Okay so I don’t know how long I’ve been doing this and I’m not sure I want to know but I just became aware of it today.  It’s horrendous.  Why couldn’t I be that mom that sounds like Mary Poppins and her spoon full of sugar?  I sound like Mary Pop Drop it Lock it and a spoon full of crack cocaine.  I’m not entirely disappointed because who doesn’t appreciate a Mariah moment?  I really respect a bitch that can incorporate her favorite body wash into a love song.  Her Calgone is my orange tangerine scrub by Softsoap.  It smells amazing.

So I was totally surprised to learn that I sing like a helium addict to my child.  I’ve been singing to my husband for years so I know that occasionally the spirit will move me to song but I didn’t know that the spirit can get me a hit of helium every time my baby smiles! I called a fish a whore in a voice that is 10 octaves above a Soprano and also caught in a wood chipper.  Acoustically my mommy voice is a cross between, “someone lost a limb, now react” and “Golden Retrievers, it’s time for dinner!”  Like, I could do a voice dub for either Alvin, Simon OR Theordore should one of them get a little fresh with a fish and come down with a little manili, know what I’m saying?

As I said before, I sing to my husband all the time…and by sing, I mean I SAAAAANG but only because I’m a pain in the ass and it’s embarrassing to others and funny to me.

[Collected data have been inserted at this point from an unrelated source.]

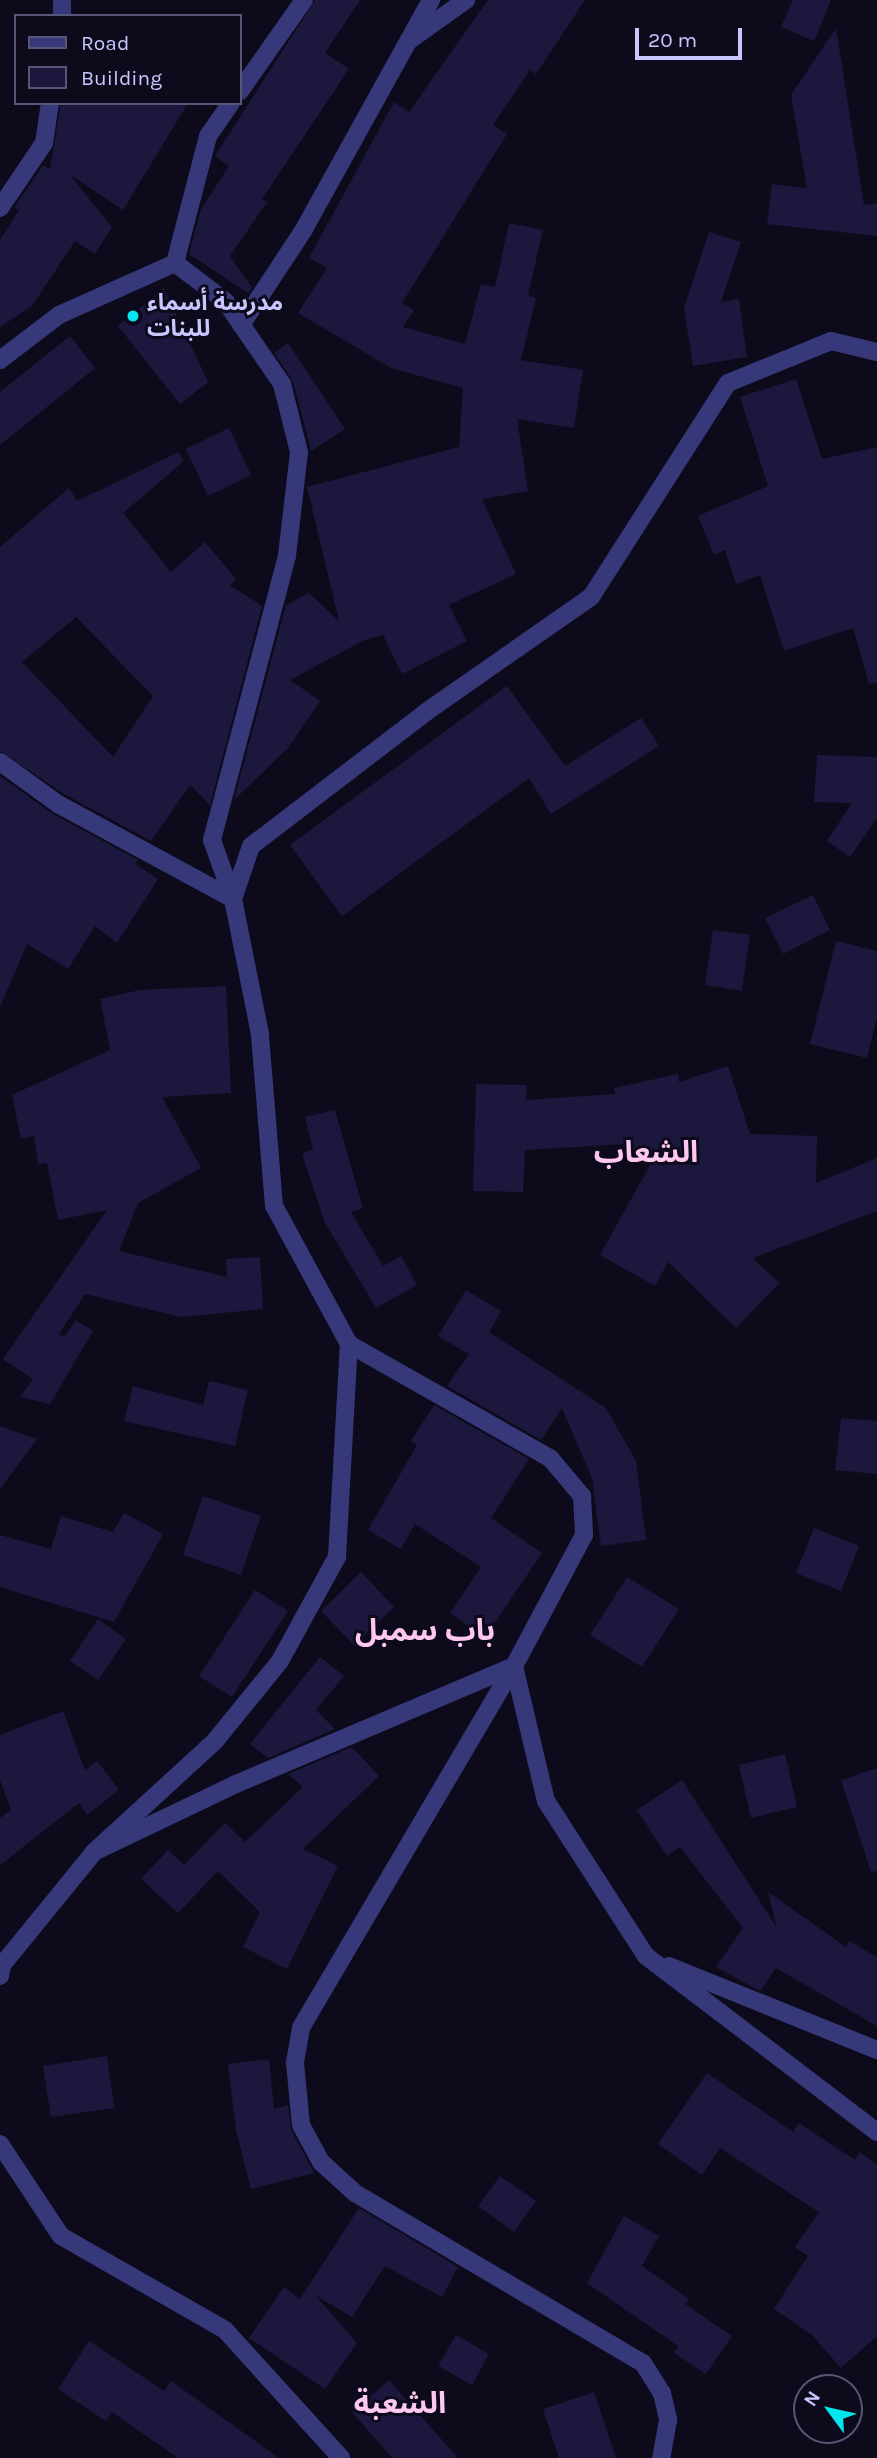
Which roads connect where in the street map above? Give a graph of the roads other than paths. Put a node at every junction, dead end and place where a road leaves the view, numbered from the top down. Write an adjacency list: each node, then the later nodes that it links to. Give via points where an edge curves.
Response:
1 (304, 0): 5 (street)
2 (431, 0): 4 (street)
3 (466, 0): 4 (street)
4 (404, 44): 10 (street, via 303,230)
5 (242, 88)
6 (50, 105): 8 (street, via 44,143)
7 (230, 105): 9 (street, via 208,136)
8 (0, 208)
9 (175, 263): 10 (street, via 225,301); 12 (street, via 59,315)
10 (241, 325): 14 (street, via 282,384 299,452 287,556 212,840)
11 (877, 352): 14 (street, via 831,341 728,383 591,597 426,712 251,846)
12 (0, 360)
13 (0, 762): 14 (street, via 58,804)
14 (233, 899): 15 (street, via 260,1034 274,1206)
15 (349, 1344): 16 (street, via 550,1458 582,1496 584,1535); 17 (street, via 337,1557 280,1661 215,1741)
16 (514, 1666): 17 (street, via 236,1784); 18 (street, via 546,1801); 24 (street, via 301,2028 295,2063 301,2125 321,2162 355,2193 643,2363 662,2393 668,2420)
17 (94, 1852): 19 (street, via 2,1965)
18 (646, 1956): 20 (street); 21 (street)
19 (0, 1976)
20 (877, 2050)
21 (877, 2132)
22 (0, 2144): 23 (street, via 61,2236 225,2330)
23 (341, 2458)
24 (661, 2458)

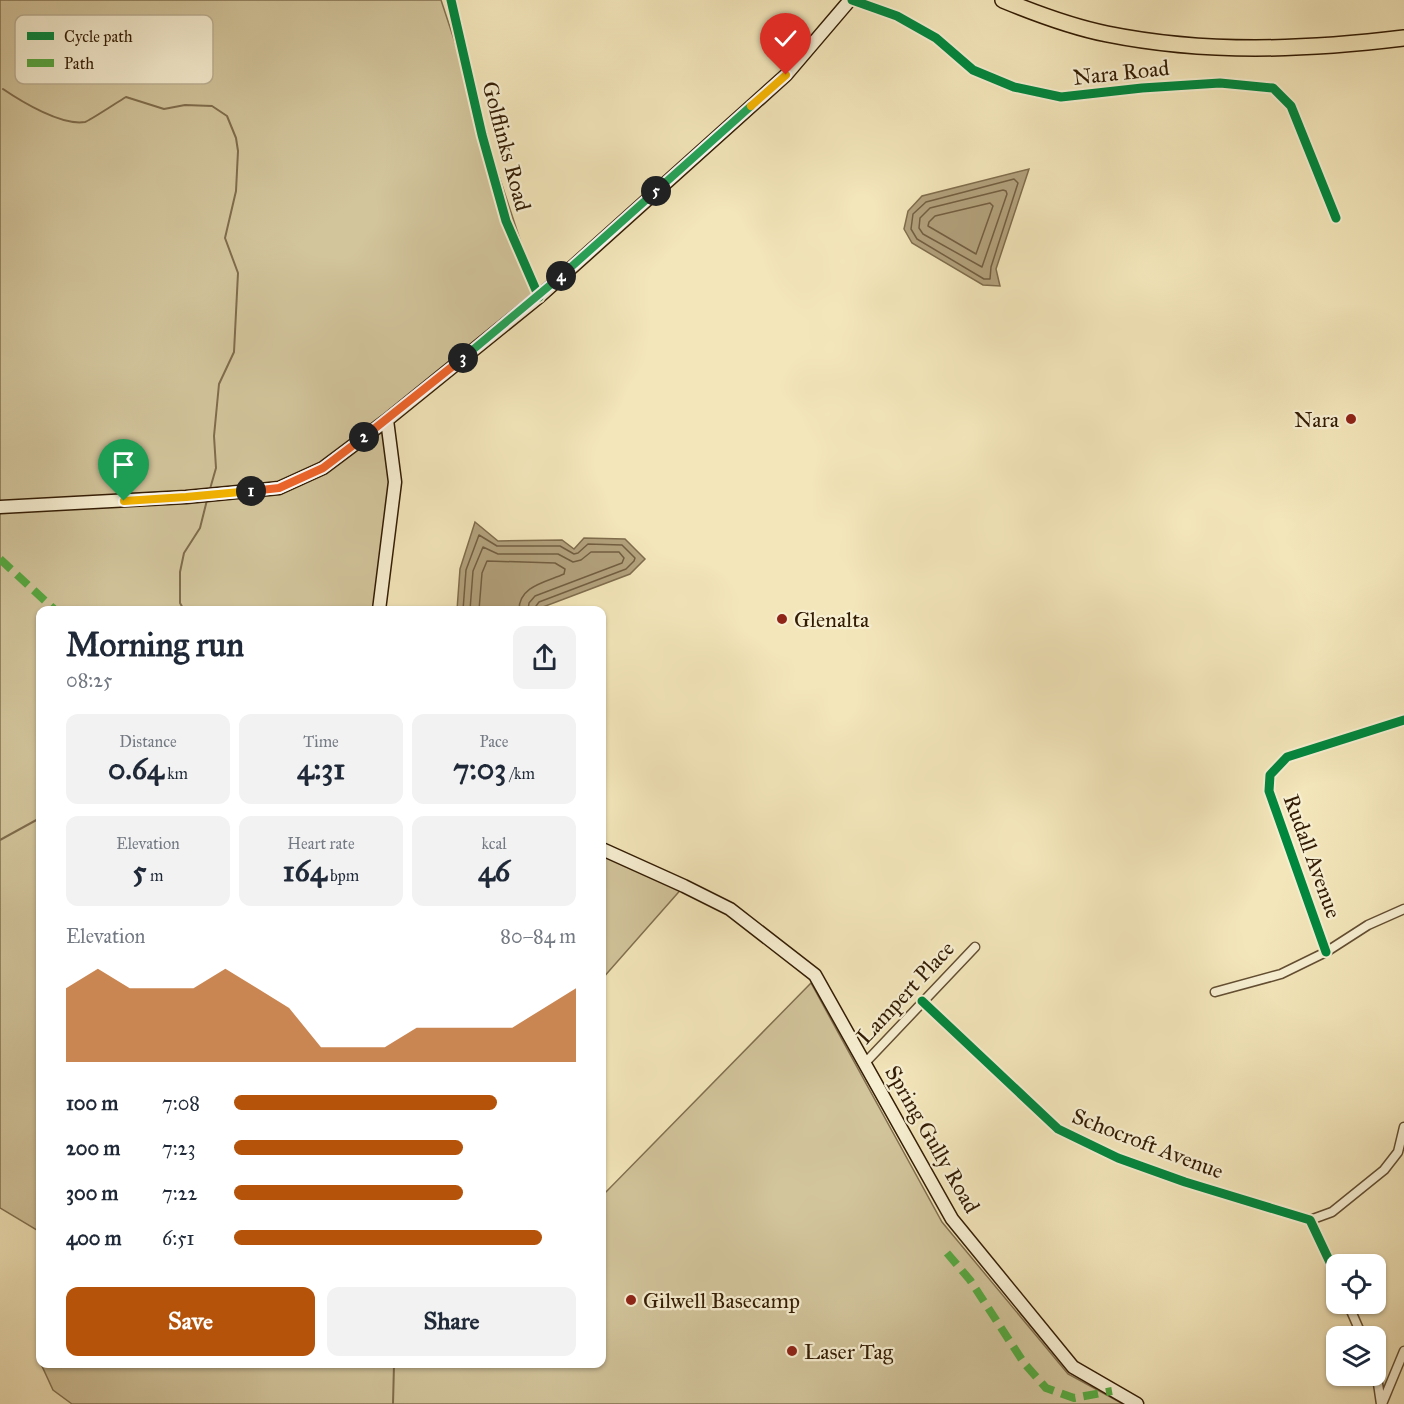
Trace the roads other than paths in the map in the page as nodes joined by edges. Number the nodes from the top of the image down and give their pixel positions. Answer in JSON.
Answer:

Prior to having a child, the extent of my singing was purposeful, rare and would never be appropriate in front of a small child.  I am blessed physically with the ability to manipulate my vocal cords and diaphragm in such a way that produces a deep bass-y bravado that resembles a burp at first but evolves into what it would sound like if a Baptist church choir was evacuating a building that happened to have been set on fire.  On accident, but they were taken by surprise.  It’s a vocal gift from the Lord so I don’t question it.  I mean come on, would Adele run around asking Theresa Caputo or Billy Graham why she was given the gift of song?  No.  She just has an epic hormonal broken heart breakdown with the accompaniment of some porcelain keys and a full orchestra and then moves on.  Who am I to have the audacity to ask Our Heavenly Father why he would choose ME  to have the ability to summon a sound from the depths of my soul that is not necessarily auto-tuned Opera but is also not a sound I’ve ever heard in the natural world.  Some say heavenly, others say demonic.  Potato Poe-tot-toe!

Anyway, so I hope you have a clear depiction of my  REGULAR singing voice.  My non-mommy singing voice.  I make Kim Zolciak look like Celine Dion.  I can’t “sing” necessarily… but I can  SAAAAAAAAAANNNGGG!

It’s completely horrific and there is only one occasion in which I would ever do such a thing.  To annoy my husband for fun.  In pursuant of that goal I have SANNGED in the grocery store, at an NFL football game, at my In-Laws house, at family gatherings and other various non-specific locations.  I just always choose a time and setting that is completely inappropriate.  I’m not saying that there is necessarily EVER an appropriate time to impersonate Ruben Studdard with acid reflux after a root beer chugging contest but I like to be predictably unpredictable.  I like my husband to live in fear of when and where my next performance will strike.

Something else you should know about how I SANG to my hubby is that there are only two songs that I SANG and I only do one verse from each during a given performance.  You never know what you’re going to get.  When I feel moved in my spirit to express myself this is what happens…



(For this song I like to jiggle my jangle for the “nan a nan a nan a na” part, not like Shakira but just enough to clear up any misunderstandings about whether or not I do squats. )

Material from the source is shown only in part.